L’amore e il sangue è uno dei migliori prodotti realizzati da Paul Verhoeven e chi segue il suo verbo sa quanto la sua filmografia sia ricca di prodotti sopraffini, caratterizzata dal tema costante della commistione di sessualità e violenza: Flesh+Blood non è da meno.. anzi.
Ambientato nell’Europa Occidentale del 1500, l’opera è a tratti blasfema, cruda come poche altre, truce, di una violenza inaudita, E’ un film cattivo, pesante, potente: ma non c’è solo il sangue, non c’è solo il dolore, la violenza intesa come stupro e la peste, c’è anche spazio per una riflessione sull’amore.
Rutger Hauer interpreta un mercenario del 1500 di nome Martin. Lui e i suoi amichetti (una combriccola di pittoreschi individui composti da: una prostituta incinta, un prete savonaroliano, una coppia di omosessuali, un bambino sadico e via dicendo) vengono assoldati dal nobile Arnolfini per riconquistare una sua città in preda al caos.
Per spronare i mercenari Arnolfini promette loro la possibilità di saccheggiare le case della cittadella per la durata di 24 ore. Così spronata, la compagnia pensa bene di riportare l’ordine razziando le case dei ricchi e stuprandone le figlie.
I patti non erano questi.
Se voi foste Arnolfini come avreste reagito ?
Immaginate di dire ai mercenari: “Ridatemi la cittadella e tutto il bottino è vostro”; però poi questi se ne infischiano ed iniziano a stuprare e ad uccidere come se non ci fosse un domani. Questo atteggiamento infastidisce, non trovate ?
Succede che i mercenari, fra cui il gruppetto di Martin, prosciugano quasi tutte le ricchezze della cittadella e, di conseguenza, Arnolfini è costretto ad uccidere parte di essi come monito. Nonostante tutto, Martin e la sua brigata si salvano ma pianificano di razziare parte del tesoro del nobile.
Come non bastasse, subito dopo la perdita del figlioletto Arcibiade, partorito morto dalla prostituta del gruppo, Martin viene investito da una follia mistica (un po’ alla Aguirredi Herzog). Convinto di essere guidato da Dio, ruba parte del bottino del nobile e rapisce Agnes, promessa sposa di Steven, figlio di Arnolfini, riducendo quest’ultimo in fin di vita.
La vergine Agnes tenta di nascondersi ma ben presto viene scoperta e, in una scena di una crudezza e di una cattiveria insostenibile, viene stuprata da Martin che però, alla fine, se ne innamora.
Il film, con la sua durezza e la sua estrema violenza, cattura l’attenzione sia del cinefilo più incallito sia di chi vuole semplicemente vedere roba estrema per il semplice gusto di farlo.
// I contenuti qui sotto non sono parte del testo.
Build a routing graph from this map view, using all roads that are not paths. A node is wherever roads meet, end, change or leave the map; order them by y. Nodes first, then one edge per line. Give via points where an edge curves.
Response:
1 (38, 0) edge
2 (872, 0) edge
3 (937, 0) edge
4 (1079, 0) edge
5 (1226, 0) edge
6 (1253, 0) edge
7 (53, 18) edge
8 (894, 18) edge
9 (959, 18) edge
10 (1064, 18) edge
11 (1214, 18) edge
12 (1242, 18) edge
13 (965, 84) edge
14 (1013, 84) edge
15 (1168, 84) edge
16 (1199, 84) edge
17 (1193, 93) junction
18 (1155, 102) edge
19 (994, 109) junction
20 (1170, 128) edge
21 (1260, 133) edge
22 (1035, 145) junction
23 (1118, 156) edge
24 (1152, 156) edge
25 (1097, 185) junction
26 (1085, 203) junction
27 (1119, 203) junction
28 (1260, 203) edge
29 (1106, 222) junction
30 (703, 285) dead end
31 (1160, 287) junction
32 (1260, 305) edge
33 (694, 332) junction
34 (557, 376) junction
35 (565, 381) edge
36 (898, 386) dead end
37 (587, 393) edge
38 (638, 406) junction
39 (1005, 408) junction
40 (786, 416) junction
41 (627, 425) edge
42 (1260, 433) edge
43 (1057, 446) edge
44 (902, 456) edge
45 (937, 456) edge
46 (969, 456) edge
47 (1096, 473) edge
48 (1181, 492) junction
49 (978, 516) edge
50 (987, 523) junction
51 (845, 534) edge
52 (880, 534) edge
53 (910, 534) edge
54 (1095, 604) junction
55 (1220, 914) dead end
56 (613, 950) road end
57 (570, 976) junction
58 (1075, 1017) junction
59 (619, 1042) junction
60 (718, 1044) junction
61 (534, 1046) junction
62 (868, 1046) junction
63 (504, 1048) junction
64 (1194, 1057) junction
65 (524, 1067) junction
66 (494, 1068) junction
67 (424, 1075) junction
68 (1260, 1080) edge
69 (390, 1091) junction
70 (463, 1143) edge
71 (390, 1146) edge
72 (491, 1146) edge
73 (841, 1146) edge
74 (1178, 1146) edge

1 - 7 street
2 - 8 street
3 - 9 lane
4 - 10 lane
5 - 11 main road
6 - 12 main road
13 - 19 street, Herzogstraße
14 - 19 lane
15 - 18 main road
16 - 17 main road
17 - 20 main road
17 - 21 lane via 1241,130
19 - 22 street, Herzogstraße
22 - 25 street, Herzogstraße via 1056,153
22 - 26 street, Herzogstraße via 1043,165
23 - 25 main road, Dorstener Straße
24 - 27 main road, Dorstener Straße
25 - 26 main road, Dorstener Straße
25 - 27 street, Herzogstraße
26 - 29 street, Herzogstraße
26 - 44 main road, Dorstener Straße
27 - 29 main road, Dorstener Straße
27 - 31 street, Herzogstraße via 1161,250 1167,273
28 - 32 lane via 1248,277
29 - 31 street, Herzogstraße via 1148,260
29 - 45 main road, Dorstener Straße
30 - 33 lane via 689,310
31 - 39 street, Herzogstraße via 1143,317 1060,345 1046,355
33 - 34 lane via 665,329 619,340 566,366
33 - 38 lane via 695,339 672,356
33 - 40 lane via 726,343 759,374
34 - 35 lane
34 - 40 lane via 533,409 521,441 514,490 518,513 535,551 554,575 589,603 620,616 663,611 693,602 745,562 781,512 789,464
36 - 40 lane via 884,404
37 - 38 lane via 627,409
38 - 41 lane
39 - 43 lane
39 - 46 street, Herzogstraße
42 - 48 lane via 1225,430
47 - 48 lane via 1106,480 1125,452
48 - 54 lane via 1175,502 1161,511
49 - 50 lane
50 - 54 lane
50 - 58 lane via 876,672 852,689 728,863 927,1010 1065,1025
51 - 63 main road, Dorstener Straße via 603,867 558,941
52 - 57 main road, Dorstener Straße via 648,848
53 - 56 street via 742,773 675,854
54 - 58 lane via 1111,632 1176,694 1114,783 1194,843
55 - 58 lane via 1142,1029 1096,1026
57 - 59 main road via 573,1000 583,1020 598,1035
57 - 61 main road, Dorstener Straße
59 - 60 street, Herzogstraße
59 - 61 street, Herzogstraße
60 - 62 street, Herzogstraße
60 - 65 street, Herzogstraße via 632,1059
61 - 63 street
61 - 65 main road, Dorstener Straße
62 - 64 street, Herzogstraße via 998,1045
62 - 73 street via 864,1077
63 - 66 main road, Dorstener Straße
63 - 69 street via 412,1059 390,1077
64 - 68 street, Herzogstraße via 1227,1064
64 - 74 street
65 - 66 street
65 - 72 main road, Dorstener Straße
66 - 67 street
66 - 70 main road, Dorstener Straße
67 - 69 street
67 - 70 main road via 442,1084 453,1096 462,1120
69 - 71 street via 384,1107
La pellicola d’altro canto è curatissima. Una ricostruzione storica minuziosa, un’opera che è vera dal punto di vista storico e umano, nel momento in cui il film contempla la dimensione più cattiva e animale dell’uomo.
Cattivo è il nobile, il figlio del nobile, Martin e via dicendo. Forse il meno cattivo è proprio il capitano che aveva guidato i mercenari all’assalto al castello e che ferisce gravemente una suora (di cui finirà per innamorarsi).
Forse la vera vittima nel film è proprio il capitano, costretto a dichiarare guerra ai suoi mercenari per ben due volte, passando così da anti-eroe a vittima. Il film, quindi, merita per l’ottima fattura, ma particolarmente per il cocktail di violenza che offre allo spettatore. Degna di nota è anche la colonna sonora di Basil Poledouris.
La cinica crudezza dell’opera, forse, si incrina in un’unica sequenza: il principe viene legato a un albero con una catena di ferro, ma un fulmine colpisce le catene e lui le spezza. Io sapevo che il ferro era un buon conduttore, ma un’altra cosa che sapevo è che in un film tutto è possibile.